WHAT NOT TO SAY TO THE CAREGIVER

ZIP YOUR LIP

OR WHAT NOT TO SAY TO THE CAREGIVER.

 

And if one does say these things, no matter how the Caregiver actually responds, this is what they can’t help but be thinking.

People say the strangest things when they don’t know what to say.  And even odder things when they are trying to add wisdom to a situation of which they know not.

There are times when a person insists on knowing what’s been going on with getting any kind of Assistance (physical, financial, emotional).  The lack of assistance for the Elderly in this Country is definitely a topic for another time. But saying,

“Have you tried calling ‘La Di Da’ Agency? I saw the facility on TV, and it looked interesting.” Is not particularly helpful, because I’m thinking…

Yes, I’ve called ‘La Di Da’ Agency and every other Agency in the state.  I have spent hours on the phone, and I have no desire to recount any of this useless information to you!

“I really hope that you get some rest this weekend!”

That is my personal least favorite.  And so, the thoughts in my head sound a lot like this,

“Weekend? Are you serious? Saturday is just another day in my world with the work week that has no end.  And do you have any flipping idea what the definition of rest actually is? I CAN NEVER GET ANY REST!”

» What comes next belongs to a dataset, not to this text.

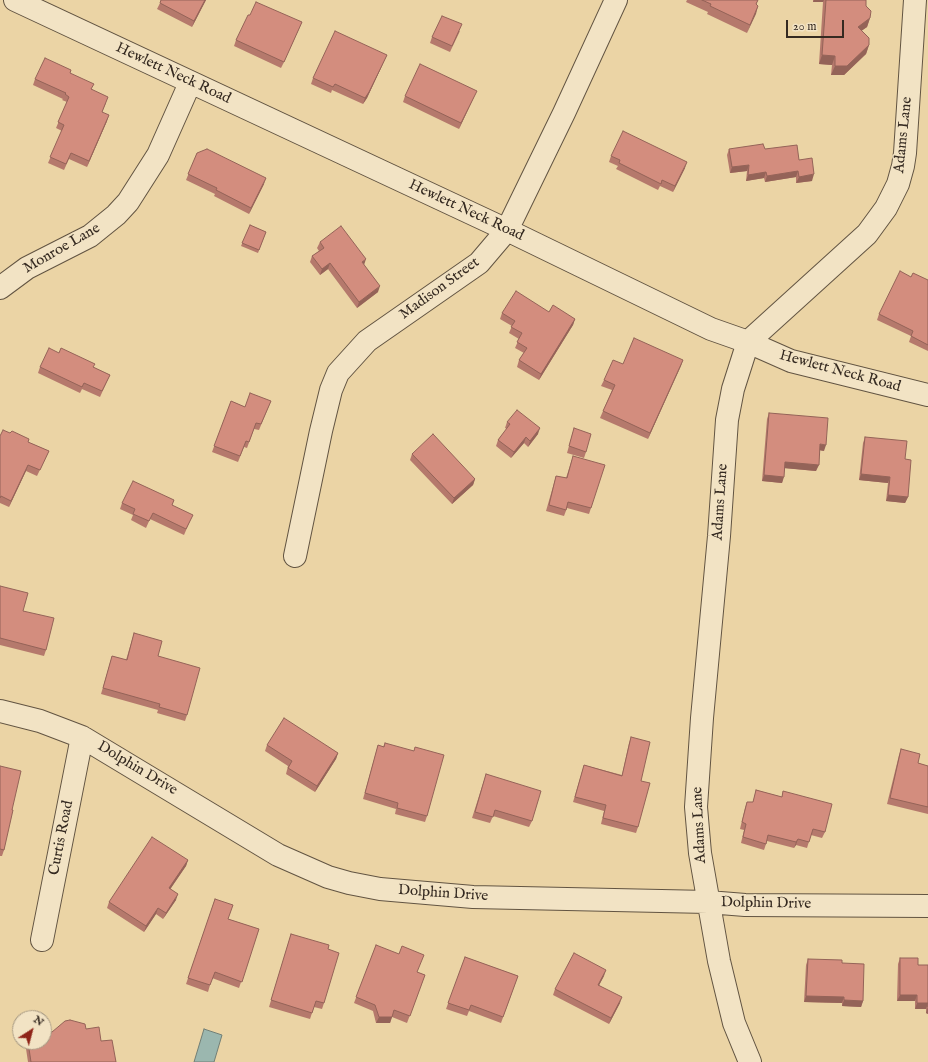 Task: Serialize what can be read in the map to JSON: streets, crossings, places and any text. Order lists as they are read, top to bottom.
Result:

I’m not sure if these people are genuinely trying to be helpful or just making relevant conversation by saying things like,

“My insurance pays for ‘blah blah blah’.  Have you looked into her insurance?”

No, I’m a blooming idiot.  Like that wasn’t the first phone call that I made!

“When my Cousin’s Boyfriend’s Sister was a Caregiver, she said…”

That would be hearsay, immaterial and totally irrelevant! As Perry Mason would say!

It is amazing the unsolicited advice that you receive—from people who do not have a clue what you are going through.

And in addition to those people, there is my Mother who often says, 

“I have made an appointment to do something totally unnecessary that you don’t like to do at the most inconvenient time that I could arrange.”

Who do you think that you are? And more importantly, who do you think that I am?

Sometimes even the most casual of conversations can seem un-nerving to the Caregiver.  For instance,

“There is this Series that you simply have to watch on Netflix.  There are 3 Seasons now and I think you’ll love it.”

Binge watch a Season—when exactly.

“Just let me know a day and a time when we can get together.”

It’s pretty much either “now” or “not now” but actually making and keeping a plan that doesn’t involve my Mother is not easily possible.

I typically respond by simply saying, “OK, I will.”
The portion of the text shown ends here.